Autore: Zora Neale Hurston

Editore: 66THAND2ND

Categorie: Libri

Dei milioni che sono stati portati dall’Africa alle Americhe, è rimasto un uomo soltanto. Si chiama Cudjo Lewis e oggi vive a Plateau, Alabama, un sobborgo di Mobile. Questa è la storia di Cudjo”.

Così inizia questo libro che è molto di più di una semplice storia, è la testimonianza diretta dell’unico sopravvissuto della Clotilda, l’ultima nave negriera sbarcata in America lungo la tratta Atlantica. Oggi vi parlo di Barracoon, l’ultimo schiavo” di Zora Neale Hurston, edito 66THAND2ND.

Zora Neale Hurston ha le idee chiare e non tarda a condividere al lettore qual’è il suo intento nei confronti di Cudjo Lewis: “Vorrei sapere chi sei e come mai sei diventato uno schiavo, da quale parte dell’Africa vieni, come vivevi quando eri uno schiavo, e come hai vissuto da uomo libero”.

LA CLOTILDA

L’ultimo cargo di schivi, la Clotilda, partì nel 1859 e solcò la via che collega all’Africa Occidentale e le Americhe. Un piccolo frammento di quella che è stata la più grande e terribile migrazione forzata che ha sradicato milioni di persone dai loro villaggi, dalla propria terra, e li ha rinchiusi, come merce da contrabbando nei barracoon, i recinti in cui venivano tenuti i prigionieri di guerra dei principi africani in attesa di essere venduti ai commercianti americani o europei.

CUDJO LEWIS – KOSSULA

Il volto di Cudjo Lewis si riga di lacrime, quando comincia a ricostruire con l’antropologa Zora Neale Hurston la storia della riduzione in stato di schiavitù. Nel luglio del 1927 Hurston e Cudjo s’incontrarono per la prima volta per un racconto destinato al Journal of Negro History. Zora entrò nella casa di Cudjo Lewis, raccogliendo la storia dalla voce di un testimone diretto in grado di descrivere l’odissea dell’ultimo carico di schiavi approdato negli Stati Uniti d’America.

Il mio nome non è Cudjo Lewis. È Kossula. Quando sono venuto nella terra dell’America il signor Jim Meaher ha provato a dire il mio nome, ma siccome è troppo lungo, io gli ho chiesto: “Senti, io sono una cosa tua?”. Lui ha detto: “Sì”. E così io ho detto: “Allora chiamami Cudjo. È uguale”. Nella terra dell’Africa, però, mamma mi ha chiamato Kossula”.

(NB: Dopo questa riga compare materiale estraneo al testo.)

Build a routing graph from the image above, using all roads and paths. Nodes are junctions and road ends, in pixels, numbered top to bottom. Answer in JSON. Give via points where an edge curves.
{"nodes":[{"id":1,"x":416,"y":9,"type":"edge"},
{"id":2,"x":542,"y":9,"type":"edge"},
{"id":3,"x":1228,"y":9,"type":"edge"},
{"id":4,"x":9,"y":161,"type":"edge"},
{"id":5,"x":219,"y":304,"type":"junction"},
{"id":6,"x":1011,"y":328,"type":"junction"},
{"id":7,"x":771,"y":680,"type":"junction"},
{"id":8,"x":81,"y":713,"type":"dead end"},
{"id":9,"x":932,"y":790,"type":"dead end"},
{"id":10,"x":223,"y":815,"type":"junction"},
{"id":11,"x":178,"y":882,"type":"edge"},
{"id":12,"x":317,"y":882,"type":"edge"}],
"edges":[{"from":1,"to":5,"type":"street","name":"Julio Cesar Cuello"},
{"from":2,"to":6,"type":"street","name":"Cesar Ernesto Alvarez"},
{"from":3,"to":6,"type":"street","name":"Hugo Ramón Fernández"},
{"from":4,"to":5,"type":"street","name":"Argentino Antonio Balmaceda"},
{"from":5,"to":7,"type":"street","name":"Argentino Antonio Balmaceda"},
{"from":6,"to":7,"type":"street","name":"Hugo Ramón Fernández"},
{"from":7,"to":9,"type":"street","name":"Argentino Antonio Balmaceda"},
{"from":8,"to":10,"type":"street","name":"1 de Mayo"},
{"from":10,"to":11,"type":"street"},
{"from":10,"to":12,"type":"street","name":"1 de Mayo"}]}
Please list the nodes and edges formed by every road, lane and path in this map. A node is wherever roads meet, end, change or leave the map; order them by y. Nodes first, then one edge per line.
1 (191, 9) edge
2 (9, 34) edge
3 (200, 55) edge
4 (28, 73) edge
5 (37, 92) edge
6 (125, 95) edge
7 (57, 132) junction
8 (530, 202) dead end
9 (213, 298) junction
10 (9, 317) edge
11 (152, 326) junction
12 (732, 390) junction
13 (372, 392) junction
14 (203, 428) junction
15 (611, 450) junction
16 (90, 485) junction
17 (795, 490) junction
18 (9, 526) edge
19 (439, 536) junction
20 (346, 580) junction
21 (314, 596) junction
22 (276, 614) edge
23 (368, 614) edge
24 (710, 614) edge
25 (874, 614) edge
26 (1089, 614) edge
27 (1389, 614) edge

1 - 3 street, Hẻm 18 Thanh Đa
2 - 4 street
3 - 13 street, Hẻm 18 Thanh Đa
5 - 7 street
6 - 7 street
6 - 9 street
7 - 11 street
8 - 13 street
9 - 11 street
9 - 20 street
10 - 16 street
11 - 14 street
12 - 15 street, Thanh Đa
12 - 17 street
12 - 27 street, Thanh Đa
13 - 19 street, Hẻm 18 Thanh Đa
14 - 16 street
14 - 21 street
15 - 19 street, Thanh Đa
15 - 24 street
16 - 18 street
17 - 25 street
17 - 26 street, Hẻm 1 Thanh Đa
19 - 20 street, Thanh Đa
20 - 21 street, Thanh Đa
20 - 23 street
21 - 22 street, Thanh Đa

I SENTIMENTI DEGLI SCHIAVI

Isolamento, nostalgia, mancanza, sono sentimenti dominanti nell’epopea afroamericana che si affollano anche nelle parole semplici ma toccanti di Kossula. Separando i figli piccoli dai genitori si perdevano nel giro di una generazione le lingue materne, le culture e le religioni degli avi, anche solo la conoscenza del paese africano d’origine. E il dilaniante vuoto identitario era tanto più grave in un Paese segregazionista dove il colore della pelle etichettava immediatamente i discendenti degli schiavi come “diversi”. Un vuoto che gli intellettuali afroamericani si sforzeranno di riempire raggranellando il più possibile informazioni sulla storia e sulla cultura dei loro antenati, sforzo che si arresta inesorabilmente di fronte all’Atlantico. Neanche i nomi d’origine erano rimasti: agli schiavi si dava quello dei padroni o uno d’invenzione.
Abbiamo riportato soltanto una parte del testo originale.